Познал Юстинан Феодору до убытия красотки в Египет или духу не хватило — темна вода во облацех, но влюблён был ещё с тех пор. И вот она перед ним вновь. То же изящество и остроумие, но уже недоступна ни-ко-му.
IX. ‹...› Тогда он стал принимать меры для заключения брака с Феодорой. Так как человеку, достигшему сенаторского звания, было невозможно жениться на публичной женщине, ибо это было запрещено ещё древнейшими постановлениями, он заставил императора Юстина аннулировать эти законы новым законом, и с этого времени жил уже с Феодорой, как с законной женой, и для всех других сделал доступным брак с публичными женщинами.
Там же. С. 304.
Чрезвычайно рискованное предприятие такой брак. За тылы Родиона Раскольникова и Владимира Ивановича Симонсона можно не беспокоиться: Соня торговала собой малых детушек ради, Катюшу довело до борделя преступное легкомыслие Нехлюдова. А если угораздит жениться на шлюхе по призванию?

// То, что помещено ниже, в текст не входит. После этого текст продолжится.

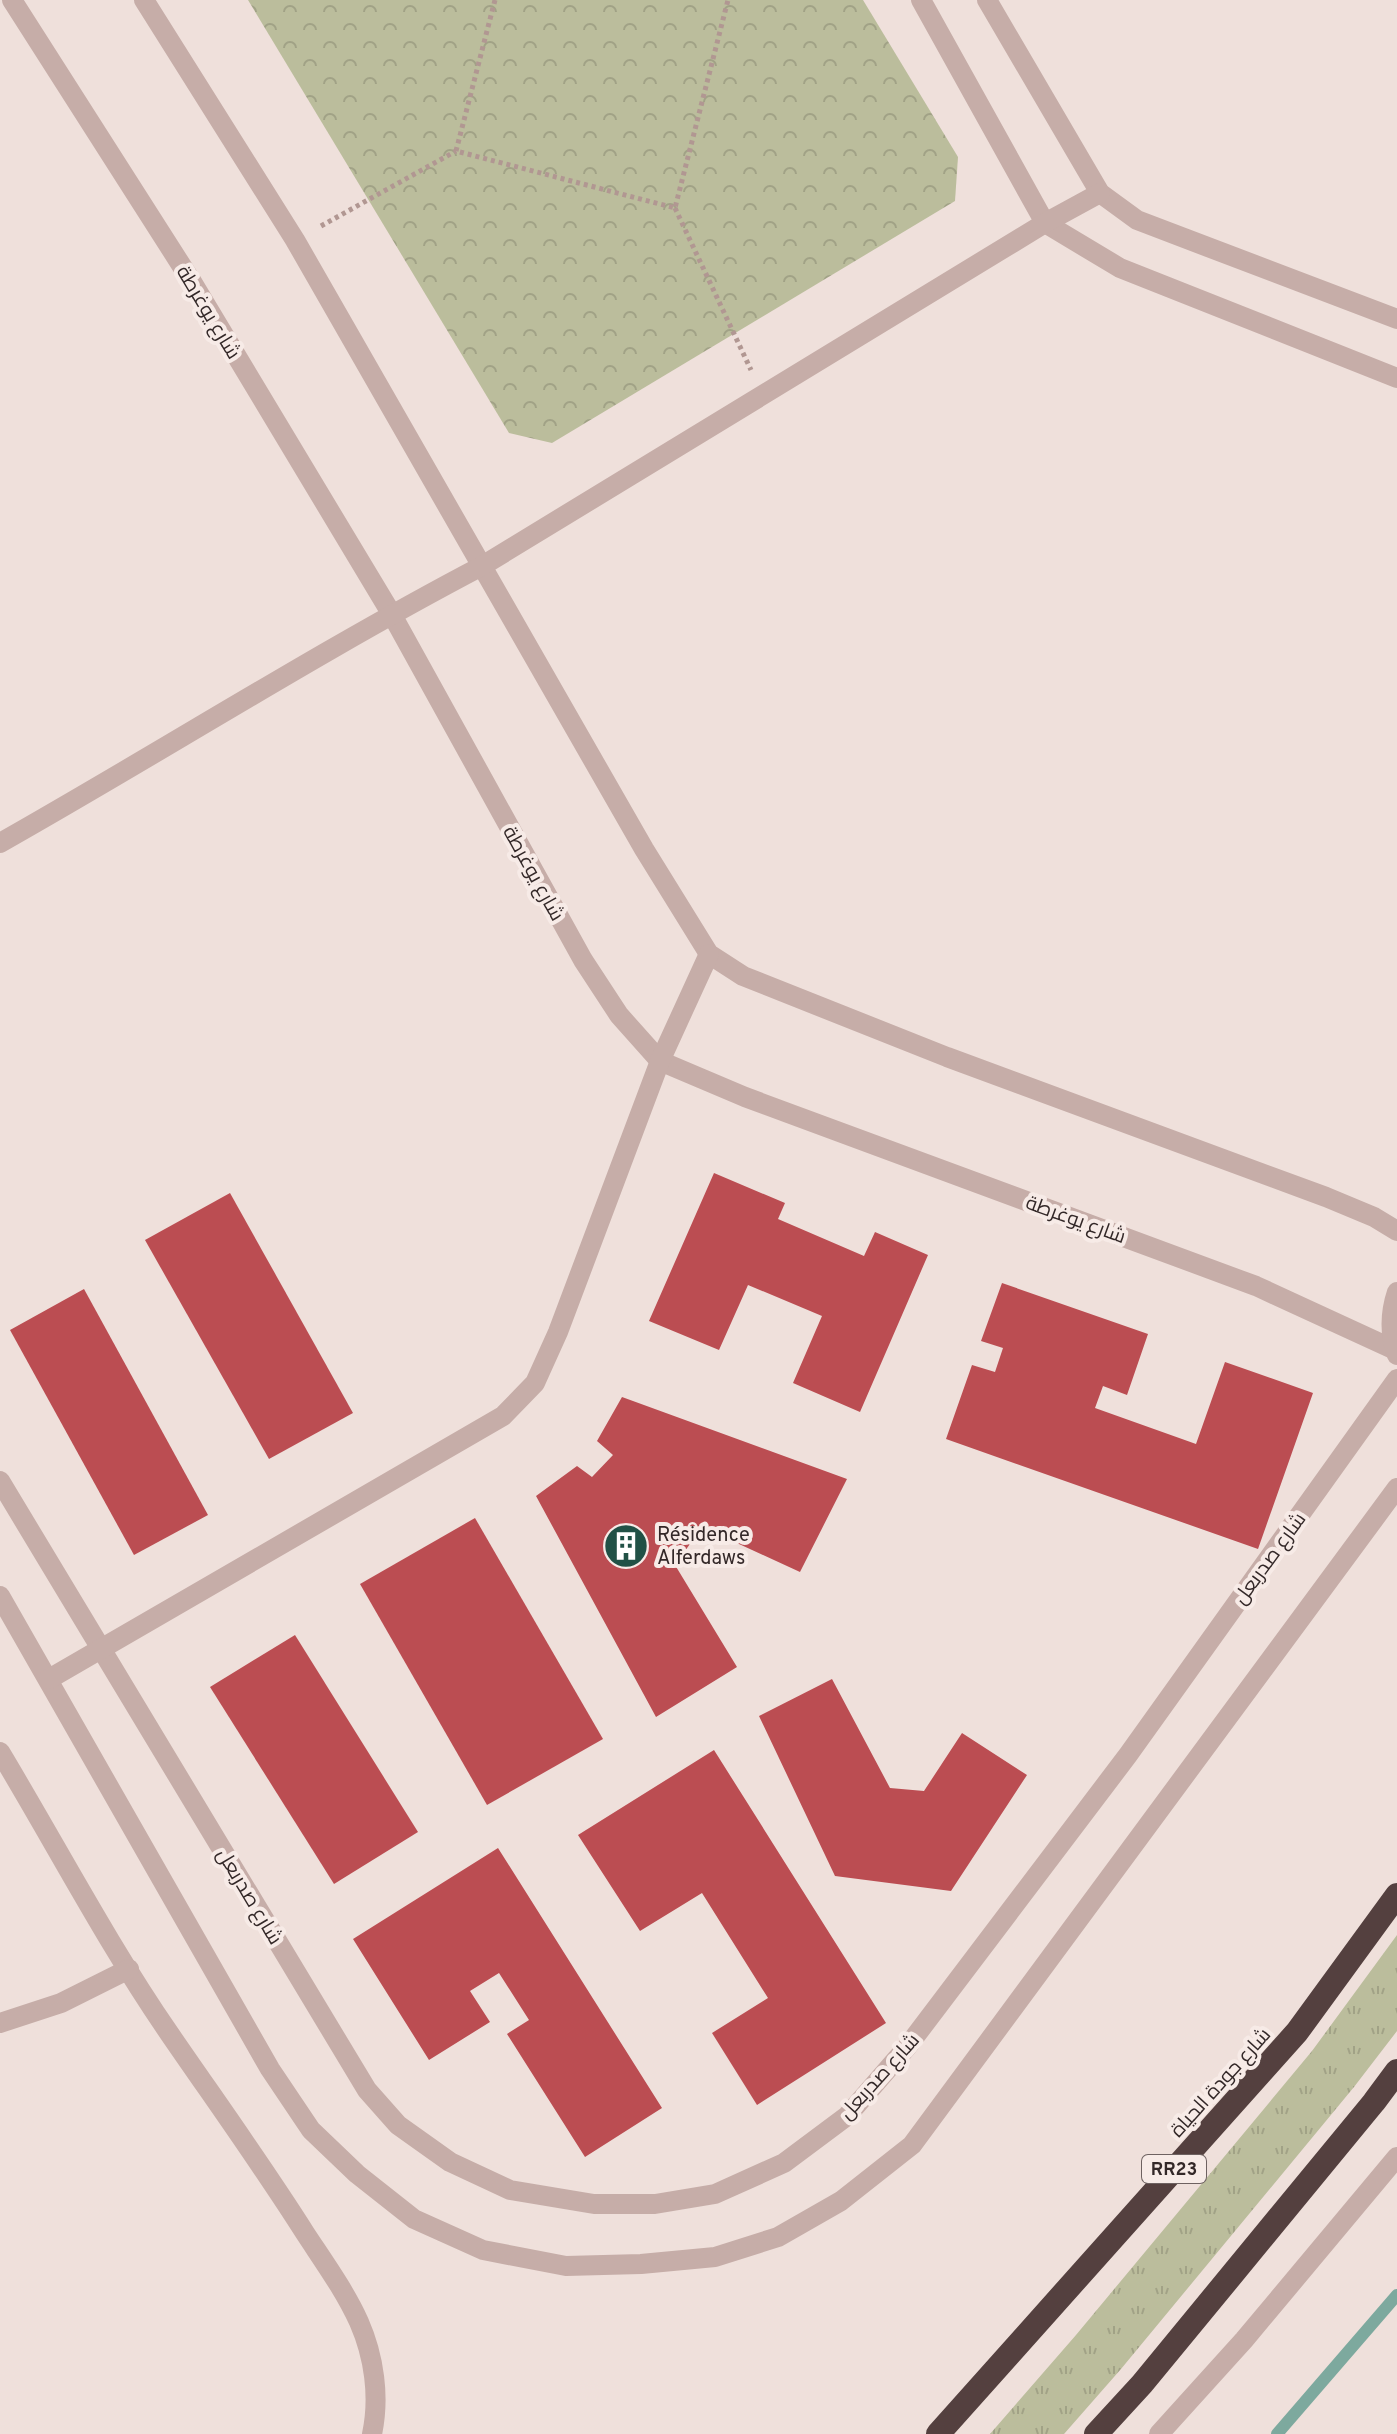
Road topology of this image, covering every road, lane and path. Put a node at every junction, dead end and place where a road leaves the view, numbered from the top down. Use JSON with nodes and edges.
{"nodes":[{"id":1,"x":12,"y":0,"type":"edge"},
{"id":2,"x":144,"y":0,"type":"edge"},
{"id":3,"x":495,"y":0,"type":"edge"},
{"id":4,"x":728,"y":0,"type":"edge"},
{"id":5,"x":921,"y":0,"type":"edge"},
{"id":6,"x":987,"y":0,"type":"edge"},
{"id":7,"x":456,"y":151,"type":"junction"},
{"id":8,"x":1100,"y":193,"type":"junction"},
{"id":9,"x":675,"y":208,"type":"junction"},
{"id":10,"x":1045,"y":223,"type":"junction"},
{"id":11,"x":295,"y":240,"type":"junction"},
{"id":12,"x":1397,"y":319,"type":"edge"},
{"id":13,"x":1397,"y":378,"type":"edge"},
{"id":14,"x":763,"y":394,"type":"junction"},
{"id":15,"x":482,"y":566,"type":"junction"},
{"id":16,"x":391,"y":613,"type":"junction"},
{"id":17,"x":0,"y":843,"type":"edge"},
{"id":18,"x":709,"y":954,"type":"junction"},
{"id":19,"x":660,"y":1061,"type":"junction"},
{"id":20,"x":1397,"y":1231,"type":"edge"},
{"id":21,"x":1397,"y":1292,"type":"edge"},
{"id":22,"x":1396,"y":1353,"type":"edge"},
{"id":23,"x":1397,"y":1379,"type":"edge"},
{"id":24,"x":0,"y":1481,"type":"edge"},
{"id":25,"x":1397,"y":1488,"type":"edge"},
{"id":26,"x":0,"y":1596,"type":"edge"},
{"id":27,"x":101,"y":1649,"type":"junction"},
{"id":28,"x":49,"y":1679,"type":"junction"},
{"id":29,"x":0,"y":1752,"type":"edge"},
{"id":30,"x":1397,"y":1895,"type":"edge"},
{"id":31,"x":129,"y":1969,"type":"junction"},
{"id":32,"x":0,"y":2023,"type":"edge"},
{"id":33,"x":1397,"y":2071,"type":"edge"},
{"id":34,"x":1397,"y":2157,"type":"edge"},
{"id":35,"x":372,"y":2434,"type":"edge"},
{"id":36,"x":938,"y":2434,"type":"edge"},
{"id":37,"x":1096,"y":2434,"type":"edge"},
{"id":38,"x":1159,"y":2434,"type":"edge"}],
"edges":[{"from":1,"to":16,"type":"street","name":"شارع يوغرطة"},
{"from":2,"to":11,"type":"street"},
{"from":3,"to":7,"type":"path"},
{"from":4,"to":9,"type":"path"},
{"from":5,"to":10,"type":"street"},
{"from":6,"to":8,"type":"street"},
{"from":7,"to":9,"type":"path"},
{"from":7,"to":11,"type":"path"},
{"from":8,"to":10,"type":"street"},
{"from":8,"to":12,"type":"street"},
{"from":9,"to":14,"type":"path"},
{"from":10,"to":13,"type":"street"},
{"from":10,"to":14,"type":"street"},
{"from":11,"to":15,"type":"street"},
{"from":14,"to":15,"type":"street"},
{"from":15,"to":16,"type":"street"},
{"from":15,"to":18,"type":"street"},
{"from":16,"to":17,"type":"street"},
{"from":16,"to":19,"type":"street","name":"شارع يوغرطة"},
{"from":18,"to":19,"type":"street"},
{"from":18,"to":20,"type":"street"},
{"from":19,"to":22,"type":"street","name":"شارع يوغرطة"},
{"from":19,"to":27,"type":"street"},
{"from":21,"to":22,"type":"street"},
{"from":23,"to":27,"type":"street","name":"شارع صدربعل"},
{"from":24,"to":27,"type":"street","name":"شارع صدربعل"},
{"from":25,"to":28,"type":"street"},
{"from":26,"to":28,"type":"street"},
{"from":27,"to":28,"type":"street"},
{"from":29,"to":31,"type":"street"},
{"from":30,"to":36,"type":"highway","name":"شارع جودة الحياة","number":"RR23"},
{"from":31,"to":32,"type":"street"},
{"from":31,"to":35,"type":"street"},
{"from":33,"to":37,"type":"highway"},
{"from":34,"to":38,"type":"street"}]}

Но, как говорил Януш Корчак (а Георгий Борисович Фёдоров не уставал повторять), главное не то, что у тебя получилось, а то, чего ты хотел. Императрица Феодора хотела добра:
XVII. ‹...› Проявляла Феодора свою заботу и о наказании тех, которые прегрешали своим телом. Действительно, собрав больше чем 500 женщин лёгкого поведения, которые для скудного пропитания занимались открыто развратом по 3 обола, за гроши, посредине площадей, она отправила их на противоположный берег моря в так называемый монастырь Раскаяния. Заключив их там, она хотела заставить их переменить прежнюю жизнь на новую. Некоторые из них ночью кинулись вниз с высоты и этим избавили себя от этой принудительной и нежелательной для них перемены жизни.
Там же. С. 321.
Торговать собой телесного пропитания ради — одно, получать от этого удовольствие (Катюша Маслова таки получала) — другое. То, что Феодора хранила супружескую верность, не может опровергнуть даже Прокопий. Поговаривали, дескать, что такой-то ей приглянулся. Злодейке донесли. Больше такого-то никто никогда не видел.
Если отсеять филиппики (злобные измышления?) и пени (наветы?), то император Юстиниан предстаёт рачительным — раз, доступным — два. Ещё вопрос, что важнее для плебса. Сталин тоже много работал по ночам, но днём всё-таки высыпался. А уж как легко и просто было покалякать с вождём простому труженику — ни в сказке сказать, ни пером описать.
XIII. ‹...› Он больше, чем кто-либо, был способен не предаваться сну и никогда не позволял себе излишеств пресыщения в еде и питье, но, испробовав кушанья и притронувшись к ним, можно сказать, кончиками пальцев, он уже приказывал их убрать, как будто всё это казалось ему делом ничтожным, какой-то принудительной формой физических потребностей. Часто он оставался по два дня и ночи без пищи, особенно когда приходило время перед так называемым праздником пасхи. В это время он часто оставался, как я сказал, не евши дня по два, поддерживая свои силы небольшим количеством воды и свежих овощей; спал он, если приходилось, час, а всё остальное время проводил в движении.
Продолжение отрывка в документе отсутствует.